• **WORK TO BE COMPLETED**
Look through the lines below and extract each one that contains "main".

Stored items:
╔══
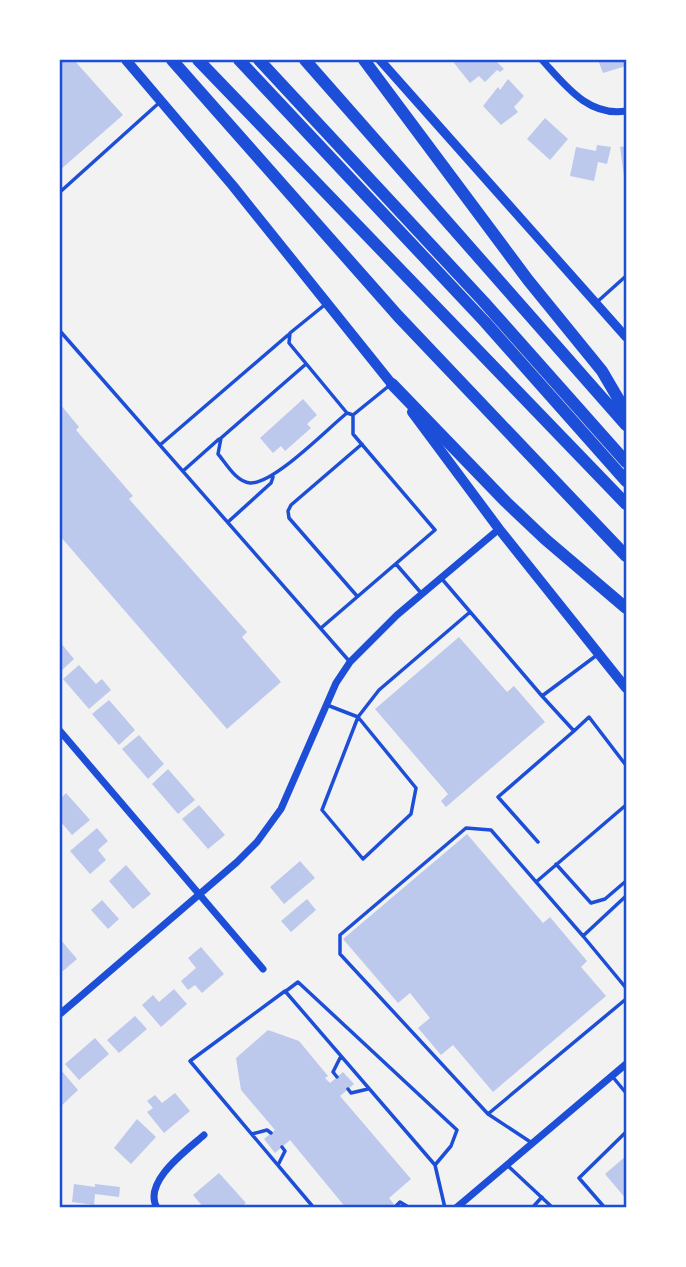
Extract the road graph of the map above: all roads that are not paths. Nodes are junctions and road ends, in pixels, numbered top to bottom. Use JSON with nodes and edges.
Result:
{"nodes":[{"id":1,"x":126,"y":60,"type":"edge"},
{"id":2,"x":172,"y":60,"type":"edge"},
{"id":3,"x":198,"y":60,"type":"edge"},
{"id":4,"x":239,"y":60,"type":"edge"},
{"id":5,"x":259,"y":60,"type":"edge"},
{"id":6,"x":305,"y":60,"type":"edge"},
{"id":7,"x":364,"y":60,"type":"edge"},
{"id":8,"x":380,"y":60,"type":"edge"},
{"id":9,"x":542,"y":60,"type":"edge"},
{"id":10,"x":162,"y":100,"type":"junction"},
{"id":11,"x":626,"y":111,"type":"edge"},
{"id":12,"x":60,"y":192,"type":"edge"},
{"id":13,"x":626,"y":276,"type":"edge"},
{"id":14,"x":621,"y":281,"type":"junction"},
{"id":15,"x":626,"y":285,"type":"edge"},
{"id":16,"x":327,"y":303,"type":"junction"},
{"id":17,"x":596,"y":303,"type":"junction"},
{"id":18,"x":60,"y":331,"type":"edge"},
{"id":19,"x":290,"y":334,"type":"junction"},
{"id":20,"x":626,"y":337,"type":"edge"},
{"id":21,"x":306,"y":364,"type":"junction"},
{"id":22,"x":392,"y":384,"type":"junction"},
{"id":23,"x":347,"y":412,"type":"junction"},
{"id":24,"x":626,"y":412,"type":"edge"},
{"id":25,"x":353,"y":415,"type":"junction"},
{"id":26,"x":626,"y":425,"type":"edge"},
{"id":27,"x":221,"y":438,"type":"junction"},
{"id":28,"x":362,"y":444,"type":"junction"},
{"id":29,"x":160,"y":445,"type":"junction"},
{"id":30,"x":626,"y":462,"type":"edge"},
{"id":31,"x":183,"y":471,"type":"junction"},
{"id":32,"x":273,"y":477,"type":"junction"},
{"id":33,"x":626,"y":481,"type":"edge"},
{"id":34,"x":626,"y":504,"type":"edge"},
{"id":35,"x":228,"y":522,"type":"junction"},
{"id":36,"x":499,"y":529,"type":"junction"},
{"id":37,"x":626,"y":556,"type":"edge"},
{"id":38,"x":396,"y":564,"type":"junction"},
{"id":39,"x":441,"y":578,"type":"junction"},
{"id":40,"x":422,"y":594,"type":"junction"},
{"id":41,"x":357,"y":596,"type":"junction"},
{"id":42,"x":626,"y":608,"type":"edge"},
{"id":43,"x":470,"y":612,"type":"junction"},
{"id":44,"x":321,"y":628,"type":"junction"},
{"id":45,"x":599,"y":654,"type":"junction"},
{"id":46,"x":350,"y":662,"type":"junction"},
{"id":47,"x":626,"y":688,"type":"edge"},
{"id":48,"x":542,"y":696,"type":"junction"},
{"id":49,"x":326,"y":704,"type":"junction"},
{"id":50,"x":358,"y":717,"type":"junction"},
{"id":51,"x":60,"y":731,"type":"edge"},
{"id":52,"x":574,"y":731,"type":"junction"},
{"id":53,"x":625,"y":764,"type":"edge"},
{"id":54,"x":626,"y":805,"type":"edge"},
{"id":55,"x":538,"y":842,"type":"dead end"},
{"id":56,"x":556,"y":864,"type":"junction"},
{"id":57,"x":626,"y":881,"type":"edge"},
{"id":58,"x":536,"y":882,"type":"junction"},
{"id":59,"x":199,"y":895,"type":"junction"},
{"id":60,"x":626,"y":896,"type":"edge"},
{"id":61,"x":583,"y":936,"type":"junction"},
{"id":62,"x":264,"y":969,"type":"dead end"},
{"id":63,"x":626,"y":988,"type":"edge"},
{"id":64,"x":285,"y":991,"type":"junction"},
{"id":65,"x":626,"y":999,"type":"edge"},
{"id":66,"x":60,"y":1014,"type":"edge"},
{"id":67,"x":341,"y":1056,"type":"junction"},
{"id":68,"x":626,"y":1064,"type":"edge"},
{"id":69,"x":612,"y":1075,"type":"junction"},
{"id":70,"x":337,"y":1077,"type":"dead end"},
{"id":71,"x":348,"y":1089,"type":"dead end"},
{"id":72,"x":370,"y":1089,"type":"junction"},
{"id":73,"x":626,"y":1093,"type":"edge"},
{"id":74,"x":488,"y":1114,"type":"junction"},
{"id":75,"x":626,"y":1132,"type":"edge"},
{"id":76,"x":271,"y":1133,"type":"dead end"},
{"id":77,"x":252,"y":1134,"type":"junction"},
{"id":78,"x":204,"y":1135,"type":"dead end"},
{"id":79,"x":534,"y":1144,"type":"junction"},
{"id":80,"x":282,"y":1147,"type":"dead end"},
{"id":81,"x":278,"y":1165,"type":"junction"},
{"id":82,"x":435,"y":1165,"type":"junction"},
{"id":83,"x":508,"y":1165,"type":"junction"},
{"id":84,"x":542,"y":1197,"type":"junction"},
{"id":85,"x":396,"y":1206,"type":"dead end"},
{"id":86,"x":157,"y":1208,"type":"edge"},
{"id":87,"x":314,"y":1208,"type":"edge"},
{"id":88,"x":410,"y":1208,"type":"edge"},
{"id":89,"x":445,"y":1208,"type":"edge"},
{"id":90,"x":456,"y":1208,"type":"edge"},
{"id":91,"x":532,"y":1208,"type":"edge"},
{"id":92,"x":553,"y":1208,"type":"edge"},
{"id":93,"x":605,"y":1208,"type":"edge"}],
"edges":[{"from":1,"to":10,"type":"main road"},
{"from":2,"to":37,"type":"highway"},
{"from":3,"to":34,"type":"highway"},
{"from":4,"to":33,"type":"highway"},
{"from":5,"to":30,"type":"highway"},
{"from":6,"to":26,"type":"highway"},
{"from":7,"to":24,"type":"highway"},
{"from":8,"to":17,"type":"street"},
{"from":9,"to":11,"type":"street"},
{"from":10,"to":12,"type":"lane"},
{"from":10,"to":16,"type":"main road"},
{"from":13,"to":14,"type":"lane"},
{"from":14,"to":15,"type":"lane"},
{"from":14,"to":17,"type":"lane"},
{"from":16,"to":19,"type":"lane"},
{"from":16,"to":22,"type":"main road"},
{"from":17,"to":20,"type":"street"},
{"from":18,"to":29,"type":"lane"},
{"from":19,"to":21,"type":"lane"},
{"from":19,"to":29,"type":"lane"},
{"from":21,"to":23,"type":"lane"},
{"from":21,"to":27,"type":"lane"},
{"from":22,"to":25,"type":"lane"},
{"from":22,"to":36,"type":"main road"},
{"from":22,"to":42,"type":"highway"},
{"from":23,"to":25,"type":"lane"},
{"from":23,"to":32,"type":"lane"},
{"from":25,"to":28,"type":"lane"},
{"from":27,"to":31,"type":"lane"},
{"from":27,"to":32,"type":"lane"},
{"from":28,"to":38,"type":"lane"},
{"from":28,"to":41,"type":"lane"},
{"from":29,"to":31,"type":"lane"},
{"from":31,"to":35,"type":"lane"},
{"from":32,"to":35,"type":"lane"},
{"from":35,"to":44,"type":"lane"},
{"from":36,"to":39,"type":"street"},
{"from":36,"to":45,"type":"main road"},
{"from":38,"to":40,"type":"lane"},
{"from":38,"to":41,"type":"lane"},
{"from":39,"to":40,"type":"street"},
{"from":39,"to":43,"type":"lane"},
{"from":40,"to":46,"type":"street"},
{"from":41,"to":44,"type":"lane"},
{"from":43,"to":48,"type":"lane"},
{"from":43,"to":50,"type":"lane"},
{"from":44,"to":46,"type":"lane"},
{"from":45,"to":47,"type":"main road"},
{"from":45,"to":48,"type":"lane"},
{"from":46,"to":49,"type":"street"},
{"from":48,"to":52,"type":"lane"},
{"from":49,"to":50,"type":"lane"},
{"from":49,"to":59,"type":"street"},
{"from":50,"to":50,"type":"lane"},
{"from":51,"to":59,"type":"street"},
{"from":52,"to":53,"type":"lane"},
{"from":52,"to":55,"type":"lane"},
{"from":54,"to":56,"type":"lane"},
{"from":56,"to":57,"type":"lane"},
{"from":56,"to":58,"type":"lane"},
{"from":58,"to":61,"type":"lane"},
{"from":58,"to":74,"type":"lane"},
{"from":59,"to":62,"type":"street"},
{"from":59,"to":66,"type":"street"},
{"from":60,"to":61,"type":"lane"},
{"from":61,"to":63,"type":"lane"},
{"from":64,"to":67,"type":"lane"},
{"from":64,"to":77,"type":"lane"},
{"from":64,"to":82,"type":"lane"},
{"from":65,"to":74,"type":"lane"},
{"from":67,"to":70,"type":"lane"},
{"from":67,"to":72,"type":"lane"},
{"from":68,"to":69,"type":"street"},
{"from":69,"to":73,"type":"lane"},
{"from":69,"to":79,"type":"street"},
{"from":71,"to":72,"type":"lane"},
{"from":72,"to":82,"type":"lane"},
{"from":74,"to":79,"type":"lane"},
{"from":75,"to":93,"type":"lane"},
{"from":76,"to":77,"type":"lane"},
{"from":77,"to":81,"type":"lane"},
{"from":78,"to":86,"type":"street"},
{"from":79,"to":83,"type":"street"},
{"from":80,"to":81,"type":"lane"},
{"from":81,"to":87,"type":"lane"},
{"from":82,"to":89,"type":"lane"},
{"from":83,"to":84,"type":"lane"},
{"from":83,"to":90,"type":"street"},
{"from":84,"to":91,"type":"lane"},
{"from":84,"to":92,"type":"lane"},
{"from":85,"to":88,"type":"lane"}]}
╚══
• **ANSWER FOR THIS EXERCISE**
"edges":[{"from":1,"to":10,"type":"main road"},
{"from":10,"to":16,"type":"main road"},
{"from":16,"to":22,"type":"main road"},
{"from":22,"to":36,"type":"main road"},
{"from":36,"to":45,"type":"main road"},
{"from":45,"to":47,"type":"main road"},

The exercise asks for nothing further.